PROBLEM DESCRIPTION –
The number of lines below holding the string "Quick" is the only answer wanted.

*** DATASET

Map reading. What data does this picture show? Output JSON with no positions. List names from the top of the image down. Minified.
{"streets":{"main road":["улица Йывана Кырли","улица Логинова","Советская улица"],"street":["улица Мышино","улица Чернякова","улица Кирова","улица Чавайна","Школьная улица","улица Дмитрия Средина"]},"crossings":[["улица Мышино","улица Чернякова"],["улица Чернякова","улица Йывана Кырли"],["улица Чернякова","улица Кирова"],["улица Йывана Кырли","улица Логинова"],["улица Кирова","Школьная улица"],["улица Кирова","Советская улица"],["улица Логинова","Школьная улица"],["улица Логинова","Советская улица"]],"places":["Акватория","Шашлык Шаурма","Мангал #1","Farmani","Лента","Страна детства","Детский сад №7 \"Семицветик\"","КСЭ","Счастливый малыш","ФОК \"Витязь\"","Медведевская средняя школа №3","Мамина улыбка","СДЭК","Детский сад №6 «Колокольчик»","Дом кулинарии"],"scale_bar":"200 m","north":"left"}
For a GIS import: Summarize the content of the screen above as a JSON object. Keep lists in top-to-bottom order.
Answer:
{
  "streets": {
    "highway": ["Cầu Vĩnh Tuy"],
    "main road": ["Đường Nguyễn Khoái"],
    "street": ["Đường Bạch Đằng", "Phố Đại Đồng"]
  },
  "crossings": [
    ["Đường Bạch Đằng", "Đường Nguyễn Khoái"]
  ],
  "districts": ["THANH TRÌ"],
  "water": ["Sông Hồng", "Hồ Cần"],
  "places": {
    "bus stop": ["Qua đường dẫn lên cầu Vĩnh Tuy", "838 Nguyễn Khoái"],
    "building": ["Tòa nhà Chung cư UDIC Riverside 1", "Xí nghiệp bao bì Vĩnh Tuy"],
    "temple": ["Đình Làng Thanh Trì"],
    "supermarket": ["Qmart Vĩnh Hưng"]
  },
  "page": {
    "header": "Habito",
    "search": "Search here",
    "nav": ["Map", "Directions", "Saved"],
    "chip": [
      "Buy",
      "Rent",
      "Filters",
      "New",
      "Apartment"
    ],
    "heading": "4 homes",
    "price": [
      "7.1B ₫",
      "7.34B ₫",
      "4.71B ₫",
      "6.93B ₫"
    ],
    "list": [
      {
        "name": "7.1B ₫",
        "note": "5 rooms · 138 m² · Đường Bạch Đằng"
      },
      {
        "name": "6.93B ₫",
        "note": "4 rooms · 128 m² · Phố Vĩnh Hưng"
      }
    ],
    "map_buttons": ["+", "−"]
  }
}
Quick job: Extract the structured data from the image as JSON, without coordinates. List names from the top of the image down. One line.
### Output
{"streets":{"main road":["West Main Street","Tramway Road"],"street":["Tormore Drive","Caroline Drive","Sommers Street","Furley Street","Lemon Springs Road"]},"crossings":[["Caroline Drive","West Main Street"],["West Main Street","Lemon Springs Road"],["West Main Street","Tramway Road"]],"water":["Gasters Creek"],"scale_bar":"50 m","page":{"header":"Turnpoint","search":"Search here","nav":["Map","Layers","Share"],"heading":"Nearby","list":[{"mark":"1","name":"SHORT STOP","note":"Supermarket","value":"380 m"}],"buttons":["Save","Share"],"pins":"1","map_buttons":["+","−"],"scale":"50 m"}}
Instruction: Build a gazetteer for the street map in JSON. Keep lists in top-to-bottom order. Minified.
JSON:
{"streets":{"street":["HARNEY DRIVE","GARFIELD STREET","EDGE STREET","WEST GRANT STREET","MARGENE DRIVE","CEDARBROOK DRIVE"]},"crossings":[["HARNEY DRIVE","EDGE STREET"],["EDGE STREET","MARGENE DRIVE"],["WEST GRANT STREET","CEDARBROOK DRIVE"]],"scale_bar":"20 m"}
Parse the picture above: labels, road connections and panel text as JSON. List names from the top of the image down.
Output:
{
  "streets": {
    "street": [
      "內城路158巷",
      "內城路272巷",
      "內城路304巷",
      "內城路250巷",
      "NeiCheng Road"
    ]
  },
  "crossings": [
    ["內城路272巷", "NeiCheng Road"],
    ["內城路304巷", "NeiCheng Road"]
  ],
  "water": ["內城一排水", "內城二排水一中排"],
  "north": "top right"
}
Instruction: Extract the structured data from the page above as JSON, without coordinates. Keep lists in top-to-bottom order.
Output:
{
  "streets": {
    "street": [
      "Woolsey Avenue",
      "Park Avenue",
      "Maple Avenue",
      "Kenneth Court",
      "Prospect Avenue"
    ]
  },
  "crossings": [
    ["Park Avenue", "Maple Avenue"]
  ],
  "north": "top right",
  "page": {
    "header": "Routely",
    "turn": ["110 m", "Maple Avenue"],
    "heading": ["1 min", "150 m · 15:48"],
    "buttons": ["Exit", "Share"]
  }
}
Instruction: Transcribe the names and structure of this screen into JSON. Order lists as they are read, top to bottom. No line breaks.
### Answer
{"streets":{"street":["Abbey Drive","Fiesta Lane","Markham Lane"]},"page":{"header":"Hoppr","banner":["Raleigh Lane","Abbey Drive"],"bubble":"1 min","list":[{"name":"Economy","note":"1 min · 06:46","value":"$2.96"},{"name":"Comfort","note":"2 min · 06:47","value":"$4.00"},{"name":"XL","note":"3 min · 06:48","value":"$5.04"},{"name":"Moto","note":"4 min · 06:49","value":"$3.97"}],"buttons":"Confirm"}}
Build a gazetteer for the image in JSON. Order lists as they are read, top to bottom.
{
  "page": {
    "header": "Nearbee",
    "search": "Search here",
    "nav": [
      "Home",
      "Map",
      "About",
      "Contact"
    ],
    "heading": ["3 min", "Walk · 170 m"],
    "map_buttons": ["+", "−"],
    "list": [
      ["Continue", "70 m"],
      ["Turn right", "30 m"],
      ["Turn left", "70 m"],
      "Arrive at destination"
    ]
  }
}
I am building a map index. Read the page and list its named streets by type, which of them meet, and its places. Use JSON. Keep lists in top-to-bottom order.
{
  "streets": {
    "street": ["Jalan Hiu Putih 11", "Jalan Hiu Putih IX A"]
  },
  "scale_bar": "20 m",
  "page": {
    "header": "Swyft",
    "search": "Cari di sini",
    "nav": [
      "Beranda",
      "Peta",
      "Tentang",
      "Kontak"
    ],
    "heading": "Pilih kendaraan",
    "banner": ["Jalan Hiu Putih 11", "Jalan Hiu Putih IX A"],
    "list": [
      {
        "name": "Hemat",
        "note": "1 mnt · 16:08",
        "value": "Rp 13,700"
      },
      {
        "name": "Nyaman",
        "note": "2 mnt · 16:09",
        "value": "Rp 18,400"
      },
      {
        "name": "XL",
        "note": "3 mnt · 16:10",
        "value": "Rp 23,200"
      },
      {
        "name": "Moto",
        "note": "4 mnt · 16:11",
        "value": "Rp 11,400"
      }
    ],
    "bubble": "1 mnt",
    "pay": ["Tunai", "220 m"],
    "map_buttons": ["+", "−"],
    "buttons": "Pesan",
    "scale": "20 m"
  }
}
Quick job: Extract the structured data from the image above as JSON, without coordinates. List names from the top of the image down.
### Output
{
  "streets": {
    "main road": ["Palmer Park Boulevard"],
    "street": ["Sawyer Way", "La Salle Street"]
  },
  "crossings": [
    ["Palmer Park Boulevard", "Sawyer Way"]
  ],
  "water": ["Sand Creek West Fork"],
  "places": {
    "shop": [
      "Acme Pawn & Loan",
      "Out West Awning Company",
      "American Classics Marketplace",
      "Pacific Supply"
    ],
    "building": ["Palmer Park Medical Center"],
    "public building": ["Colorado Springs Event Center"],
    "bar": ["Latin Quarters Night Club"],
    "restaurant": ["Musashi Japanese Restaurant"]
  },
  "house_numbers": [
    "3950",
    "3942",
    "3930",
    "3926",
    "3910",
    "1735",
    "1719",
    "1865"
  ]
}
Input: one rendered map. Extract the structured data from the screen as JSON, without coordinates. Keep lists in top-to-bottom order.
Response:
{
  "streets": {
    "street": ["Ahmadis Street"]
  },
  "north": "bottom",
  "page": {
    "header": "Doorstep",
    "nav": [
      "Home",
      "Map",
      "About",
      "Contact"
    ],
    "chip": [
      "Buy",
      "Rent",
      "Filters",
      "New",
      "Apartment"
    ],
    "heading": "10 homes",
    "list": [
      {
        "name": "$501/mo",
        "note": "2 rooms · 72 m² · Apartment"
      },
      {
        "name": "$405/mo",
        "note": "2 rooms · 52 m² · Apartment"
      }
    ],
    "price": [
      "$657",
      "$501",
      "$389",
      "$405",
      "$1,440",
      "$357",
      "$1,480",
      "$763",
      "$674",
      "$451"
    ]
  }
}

******

WORKED SOLUTION –
2